Rimbaud, Cahiers de Douai
« La Maline »
Explication linéaire
L’étude porte sur le poème entier
Dans la salle à manger brune, que parfumait
Une odeur de vernis et de fruits, à mon aise
Je ramassais un plat de je ne sais quel met
Belge, et je m’épatais dans mon immense chaise.
En mangeant, j’écoutais l’horloge, — heureux et coi.
La cuisine s’ouvrit avec une bouffée,
— Et la servante vint, je ne sais pas pourquoi,
Fichu moitié défait, malinement coiffée
Et, tout en promenant son petit doigt tremblant
Sur sa joue, un velours de pêche rose et blanc,
En faisant, de sa lèvre enfantine, une moue,
Elle arrangeait les plats, près de moi, pour m’aiser ;
— Puis, comme ça, — bien sûr, pour avoir un baiser, —
Tout bas : « Sens donc, j’ai pris une froid sur la joue… »
Introduction
Accroche
• Le premier poème du recueil « Première soirée » s’intitulait « Comédie en trois baisers ».

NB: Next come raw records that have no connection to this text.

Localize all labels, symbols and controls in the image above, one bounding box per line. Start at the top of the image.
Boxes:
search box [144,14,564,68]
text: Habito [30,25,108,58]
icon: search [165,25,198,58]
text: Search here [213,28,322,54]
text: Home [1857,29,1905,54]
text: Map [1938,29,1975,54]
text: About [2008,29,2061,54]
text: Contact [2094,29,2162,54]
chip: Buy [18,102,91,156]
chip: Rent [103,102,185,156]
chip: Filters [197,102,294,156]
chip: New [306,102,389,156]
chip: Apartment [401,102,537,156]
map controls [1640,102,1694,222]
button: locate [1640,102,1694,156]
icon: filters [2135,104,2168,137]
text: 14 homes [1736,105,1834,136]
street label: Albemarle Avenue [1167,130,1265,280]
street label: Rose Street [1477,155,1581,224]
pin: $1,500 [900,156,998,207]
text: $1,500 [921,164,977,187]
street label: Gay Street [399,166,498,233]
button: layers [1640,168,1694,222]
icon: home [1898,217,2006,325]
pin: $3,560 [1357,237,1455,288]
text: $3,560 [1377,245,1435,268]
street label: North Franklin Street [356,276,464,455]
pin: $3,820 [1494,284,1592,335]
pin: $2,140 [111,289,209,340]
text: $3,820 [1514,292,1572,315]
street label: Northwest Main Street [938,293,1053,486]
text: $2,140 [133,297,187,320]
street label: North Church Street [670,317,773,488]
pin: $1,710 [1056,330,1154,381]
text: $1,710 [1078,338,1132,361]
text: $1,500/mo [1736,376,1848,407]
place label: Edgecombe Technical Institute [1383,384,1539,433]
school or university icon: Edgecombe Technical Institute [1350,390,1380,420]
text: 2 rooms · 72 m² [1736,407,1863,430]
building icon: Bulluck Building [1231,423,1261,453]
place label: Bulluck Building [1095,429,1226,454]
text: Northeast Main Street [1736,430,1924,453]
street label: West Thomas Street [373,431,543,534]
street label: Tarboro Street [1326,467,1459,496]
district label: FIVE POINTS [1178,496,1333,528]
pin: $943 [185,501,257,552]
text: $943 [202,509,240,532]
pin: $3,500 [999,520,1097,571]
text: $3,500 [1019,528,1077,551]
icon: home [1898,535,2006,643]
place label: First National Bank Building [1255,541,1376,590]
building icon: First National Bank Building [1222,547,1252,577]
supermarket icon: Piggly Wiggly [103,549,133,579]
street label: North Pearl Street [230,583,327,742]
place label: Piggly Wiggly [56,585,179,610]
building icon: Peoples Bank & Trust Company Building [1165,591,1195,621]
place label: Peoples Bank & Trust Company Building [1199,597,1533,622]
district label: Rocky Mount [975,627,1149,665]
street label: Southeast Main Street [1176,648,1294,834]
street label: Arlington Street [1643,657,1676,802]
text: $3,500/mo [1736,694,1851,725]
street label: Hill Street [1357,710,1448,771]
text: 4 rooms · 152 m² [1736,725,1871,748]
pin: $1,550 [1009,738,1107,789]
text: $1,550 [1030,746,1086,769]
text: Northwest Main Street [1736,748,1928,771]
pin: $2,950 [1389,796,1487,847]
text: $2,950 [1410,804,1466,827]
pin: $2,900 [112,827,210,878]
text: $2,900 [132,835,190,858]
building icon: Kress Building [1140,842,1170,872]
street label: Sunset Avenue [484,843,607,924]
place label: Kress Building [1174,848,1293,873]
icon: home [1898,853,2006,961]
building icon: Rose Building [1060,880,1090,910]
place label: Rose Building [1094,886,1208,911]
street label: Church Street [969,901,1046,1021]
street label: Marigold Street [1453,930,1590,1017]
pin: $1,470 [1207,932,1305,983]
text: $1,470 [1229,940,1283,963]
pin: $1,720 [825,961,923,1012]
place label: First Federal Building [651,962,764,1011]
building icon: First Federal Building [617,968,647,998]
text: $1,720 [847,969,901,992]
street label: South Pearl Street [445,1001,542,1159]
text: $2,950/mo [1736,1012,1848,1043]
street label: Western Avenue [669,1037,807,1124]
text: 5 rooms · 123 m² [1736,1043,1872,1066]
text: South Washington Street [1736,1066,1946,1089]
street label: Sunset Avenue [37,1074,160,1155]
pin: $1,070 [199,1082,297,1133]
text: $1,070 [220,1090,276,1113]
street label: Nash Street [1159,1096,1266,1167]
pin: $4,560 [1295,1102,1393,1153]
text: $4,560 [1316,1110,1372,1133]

• Jeux de séduction et baisers récurrents dans les Cahiers de Douai : « À la musique », « Rêvé pour l’hiver », « Au Cabaret-vert ».
• Fugues en Belgique : suite après l’arrivée au Cabaret-Vert ?
Situation
• Dans ce poème, Rimbaud poétise un moment bienheureux, avec une certaine nostalgie, un moment passé de bien-être.
• Mais c’est aussi une petite intrigue, qui emprunte à la fois au réalisme, à la scène de genre, et au théâtre.
• Nous sommes conviés dans une petite énigme sans prétention qui révèle un jeu de séduction, d’une fausse naïveté peut-être, mais dépourvu de malignité.
Problématique
Comment ce sonnet revendique une apparente simplicité, pour mettre en scène poétiquement un jeu de séduction sans prétention ?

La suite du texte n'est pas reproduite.